The Sanders-led "political revolution" has arrived at a political crossroad.
Progressive supporters of Sanders cannot go back. The U.S. isn't Austria. There will be no do-over of the Democratic Presidential primaries.
The road to the extreme right (Donald Trump) is unthinkable. It entails the very real and ominous prospect of the very thing so many fought and died to prevent during World War II --- a fascist America. In turn, unabashed Sanders supporters, such as myself, are left with a limited number of options as we struggle with the difficult choice of how to move forward at the ballot box this November in the Presidential race.
Petulantly standing in place (not voting) is akin to the child who takes his football and goes home because the others wouldn't let him play quarterback. It is not a viable option. A boycott of the voting booth by progressives would serve only to reinforce the goal of GOP voter suppression. It would also betray a core tenet of the Sanders-led political revolution --- genuine (small "d") democratic accountability that can only be accomplished via participatory democracy. "I understand that many of my supporters are disappointed by the final results of the nominating process," Sanders wrote in a newly published Los Angeles Times op-ed over the weekend, drawing stark contrasts between both the two major political parties and their 2016 nominees, "but being despondent and inactive is not going to improve anything."
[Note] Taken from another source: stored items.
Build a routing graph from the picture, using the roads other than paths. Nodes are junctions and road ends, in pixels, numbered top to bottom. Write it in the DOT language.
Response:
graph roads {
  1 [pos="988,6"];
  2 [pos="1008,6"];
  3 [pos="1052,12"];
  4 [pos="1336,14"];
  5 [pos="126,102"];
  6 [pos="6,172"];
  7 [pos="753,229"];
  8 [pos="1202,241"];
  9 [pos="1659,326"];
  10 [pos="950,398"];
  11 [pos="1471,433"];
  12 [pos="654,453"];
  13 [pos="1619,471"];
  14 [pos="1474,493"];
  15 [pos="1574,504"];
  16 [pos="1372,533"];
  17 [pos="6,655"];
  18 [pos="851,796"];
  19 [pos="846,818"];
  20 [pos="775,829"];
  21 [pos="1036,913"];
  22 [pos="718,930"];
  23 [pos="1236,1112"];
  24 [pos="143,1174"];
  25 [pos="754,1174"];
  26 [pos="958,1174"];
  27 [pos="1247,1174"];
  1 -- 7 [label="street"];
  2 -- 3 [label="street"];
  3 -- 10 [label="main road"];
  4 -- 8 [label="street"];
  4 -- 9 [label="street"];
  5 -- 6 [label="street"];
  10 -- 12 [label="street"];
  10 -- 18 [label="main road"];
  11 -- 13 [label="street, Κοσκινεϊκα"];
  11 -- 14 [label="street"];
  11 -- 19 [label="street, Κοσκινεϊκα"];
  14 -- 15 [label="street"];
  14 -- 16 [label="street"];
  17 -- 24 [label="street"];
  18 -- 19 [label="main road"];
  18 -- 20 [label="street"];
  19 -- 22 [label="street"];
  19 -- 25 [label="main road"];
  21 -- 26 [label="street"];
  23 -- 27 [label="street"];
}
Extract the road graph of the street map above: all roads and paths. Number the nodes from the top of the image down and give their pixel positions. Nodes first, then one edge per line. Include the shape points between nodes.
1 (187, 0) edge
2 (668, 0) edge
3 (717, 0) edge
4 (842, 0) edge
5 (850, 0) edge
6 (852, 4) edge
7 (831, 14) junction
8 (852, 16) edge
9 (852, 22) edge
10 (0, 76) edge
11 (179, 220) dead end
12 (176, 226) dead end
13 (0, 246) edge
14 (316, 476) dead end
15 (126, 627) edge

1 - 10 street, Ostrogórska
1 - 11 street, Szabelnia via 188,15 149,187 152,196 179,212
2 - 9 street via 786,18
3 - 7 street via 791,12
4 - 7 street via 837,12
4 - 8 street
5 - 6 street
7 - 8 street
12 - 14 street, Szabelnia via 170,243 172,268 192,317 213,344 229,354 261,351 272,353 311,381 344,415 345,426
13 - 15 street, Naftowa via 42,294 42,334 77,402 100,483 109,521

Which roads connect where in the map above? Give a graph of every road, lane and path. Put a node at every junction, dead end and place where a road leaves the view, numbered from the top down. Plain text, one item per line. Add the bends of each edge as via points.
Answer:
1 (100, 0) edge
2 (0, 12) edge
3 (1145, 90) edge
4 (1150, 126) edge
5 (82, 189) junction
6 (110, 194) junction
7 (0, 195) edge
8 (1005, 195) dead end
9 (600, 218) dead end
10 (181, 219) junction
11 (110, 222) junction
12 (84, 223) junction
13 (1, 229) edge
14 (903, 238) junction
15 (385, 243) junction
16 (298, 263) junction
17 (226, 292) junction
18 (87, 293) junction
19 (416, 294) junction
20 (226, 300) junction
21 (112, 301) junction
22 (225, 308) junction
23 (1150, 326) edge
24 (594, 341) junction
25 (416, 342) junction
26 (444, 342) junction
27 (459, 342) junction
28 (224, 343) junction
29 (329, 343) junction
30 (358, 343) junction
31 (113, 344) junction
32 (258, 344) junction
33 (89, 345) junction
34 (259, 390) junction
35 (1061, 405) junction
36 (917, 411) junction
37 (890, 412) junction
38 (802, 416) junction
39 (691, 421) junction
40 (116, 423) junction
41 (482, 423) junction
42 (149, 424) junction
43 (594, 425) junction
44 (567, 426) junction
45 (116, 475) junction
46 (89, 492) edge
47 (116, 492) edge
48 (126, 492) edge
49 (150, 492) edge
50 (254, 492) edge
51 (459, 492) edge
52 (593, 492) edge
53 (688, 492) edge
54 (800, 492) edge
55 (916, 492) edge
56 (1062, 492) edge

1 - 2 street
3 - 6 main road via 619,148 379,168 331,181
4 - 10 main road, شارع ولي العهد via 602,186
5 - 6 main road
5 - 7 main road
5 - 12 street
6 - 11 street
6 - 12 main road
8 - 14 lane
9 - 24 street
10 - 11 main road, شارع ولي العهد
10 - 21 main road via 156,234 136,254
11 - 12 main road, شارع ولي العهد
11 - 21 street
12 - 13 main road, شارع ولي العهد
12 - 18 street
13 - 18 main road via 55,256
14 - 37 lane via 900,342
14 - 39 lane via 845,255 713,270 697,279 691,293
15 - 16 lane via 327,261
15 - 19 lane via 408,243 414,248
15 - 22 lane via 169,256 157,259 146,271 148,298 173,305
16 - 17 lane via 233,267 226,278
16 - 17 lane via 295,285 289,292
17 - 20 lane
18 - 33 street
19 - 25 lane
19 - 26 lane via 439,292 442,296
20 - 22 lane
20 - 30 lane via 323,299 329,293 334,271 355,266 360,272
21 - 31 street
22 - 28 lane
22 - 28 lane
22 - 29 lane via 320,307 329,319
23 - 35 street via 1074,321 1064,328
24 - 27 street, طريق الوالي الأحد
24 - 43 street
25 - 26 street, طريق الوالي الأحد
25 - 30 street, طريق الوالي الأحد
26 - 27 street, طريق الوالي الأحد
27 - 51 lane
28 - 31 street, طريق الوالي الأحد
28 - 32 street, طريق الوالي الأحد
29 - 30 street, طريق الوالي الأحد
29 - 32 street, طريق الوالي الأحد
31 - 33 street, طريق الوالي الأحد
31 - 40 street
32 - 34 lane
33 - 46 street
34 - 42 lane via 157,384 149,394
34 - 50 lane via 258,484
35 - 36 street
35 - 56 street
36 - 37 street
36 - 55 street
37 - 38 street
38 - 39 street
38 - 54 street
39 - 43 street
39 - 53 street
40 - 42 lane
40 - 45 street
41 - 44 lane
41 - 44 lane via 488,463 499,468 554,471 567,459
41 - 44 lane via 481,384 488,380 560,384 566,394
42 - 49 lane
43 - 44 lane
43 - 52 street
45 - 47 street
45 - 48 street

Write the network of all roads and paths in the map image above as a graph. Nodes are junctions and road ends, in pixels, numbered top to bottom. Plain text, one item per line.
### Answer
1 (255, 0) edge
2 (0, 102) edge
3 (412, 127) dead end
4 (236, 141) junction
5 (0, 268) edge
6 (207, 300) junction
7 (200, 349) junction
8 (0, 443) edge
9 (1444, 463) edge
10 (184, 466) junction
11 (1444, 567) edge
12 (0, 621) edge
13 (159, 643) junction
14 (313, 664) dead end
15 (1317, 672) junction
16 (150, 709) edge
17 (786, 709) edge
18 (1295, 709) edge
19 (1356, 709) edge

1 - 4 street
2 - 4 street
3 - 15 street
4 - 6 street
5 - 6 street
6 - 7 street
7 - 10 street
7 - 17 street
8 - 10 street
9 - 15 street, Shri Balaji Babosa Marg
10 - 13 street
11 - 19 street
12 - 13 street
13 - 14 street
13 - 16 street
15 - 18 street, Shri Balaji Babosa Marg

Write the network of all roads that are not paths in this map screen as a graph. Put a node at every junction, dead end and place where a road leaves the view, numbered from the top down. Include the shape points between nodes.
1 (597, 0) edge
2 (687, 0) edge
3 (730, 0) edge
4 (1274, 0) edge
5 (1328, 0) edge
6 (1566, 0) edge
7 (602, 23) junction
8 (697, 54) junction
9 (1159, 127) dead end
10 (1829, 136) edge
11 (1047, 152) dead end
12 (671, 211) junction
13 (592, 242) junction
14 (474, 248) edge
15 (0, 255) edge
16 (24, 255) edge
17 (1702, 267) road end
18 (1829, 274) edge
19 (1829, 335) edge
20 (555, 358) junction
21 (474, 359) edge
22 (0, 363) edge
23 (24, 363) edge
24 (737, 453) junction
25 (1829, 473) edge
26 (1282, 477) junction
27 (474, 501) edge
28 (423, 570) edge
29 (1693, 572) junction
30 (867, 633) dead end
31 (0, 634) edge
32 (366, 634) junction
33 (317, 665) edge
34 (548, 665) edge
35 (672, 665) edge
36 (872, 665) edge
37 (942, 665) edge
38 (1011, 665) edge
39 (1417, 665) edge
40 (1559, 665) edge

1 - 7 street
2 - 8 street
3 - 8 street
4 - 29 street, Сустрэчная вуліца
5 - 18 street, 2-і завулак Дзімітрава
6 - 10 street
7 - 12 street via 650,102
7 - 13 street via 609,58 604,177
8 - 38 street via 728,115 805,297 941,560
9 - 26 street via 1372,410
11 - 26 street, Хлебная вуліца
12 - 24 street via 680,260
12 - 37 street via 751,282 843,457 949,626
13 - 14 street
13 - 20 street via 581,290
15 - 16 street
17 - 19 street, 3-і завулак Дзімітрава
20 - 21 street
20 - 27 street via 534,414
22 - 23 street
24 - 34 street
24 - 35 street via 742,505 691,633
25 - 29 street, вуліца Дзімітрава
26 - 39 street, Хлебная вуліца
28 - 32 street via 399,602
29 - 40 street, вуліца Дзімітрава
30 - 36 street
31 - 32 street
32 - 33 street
While some may mistake it as progressive, the Libertarian Party ticket, headed by Presidential nominee Gary Johnson, New Mexico's former Republican Governor, does not offer a progressive alternative. To the contrary, libertarianism amounts to an oblique path that is nearly as right-leaning as the now Trump-led GOP.
As I explained in 2010, in "Rand Paul exposes Libertarian Blind Spots", libertarian philosophy focuses exclusively on individual liberty vis-a-vis the government. Many of its proponents fail to appreciate the threat to individual liberty posed by "the tyranny of a corporate controlled economy." Indeed they equate corporate liberties with the liberties of individual human beings. It was that twisted reasoning that led to the Supreme Court's infamous Citizens United decision. Individual liberty without social responsibility, as many supporters of the Libertarian platform ultimately espouse, knowingly or otherwise, is destructive of community, an equitable economy and the environment. In 1980, David Koch, one of the infamous Koch brothers, became the Libertarian Party VP candidate. That selection alone speaks volumes about the party's core values.
With those options out of the way, we are left with either turning to the left --- where one can find a far more progressive platform than that offered by the Democrats, with the Green Party's nominee for President, Dr. Jill Stein --- or, moving directly forward with the now Sanders-endorsed Democratic Party Presidential Nominee Hillary Clinton, a candidate who openly embraced an extraordinarily progressive Democratic Party Platform and many, but not all, of the core goals of the Sanders-led revolution during her DNC Acceptance Speech.
The path that thoughtful progressives choose should be guided by both their understanding of the scope of the Sanders-led political revolution and the wisdom behind Otto von Bismarck's astute observation that "politics is the art of the possible"...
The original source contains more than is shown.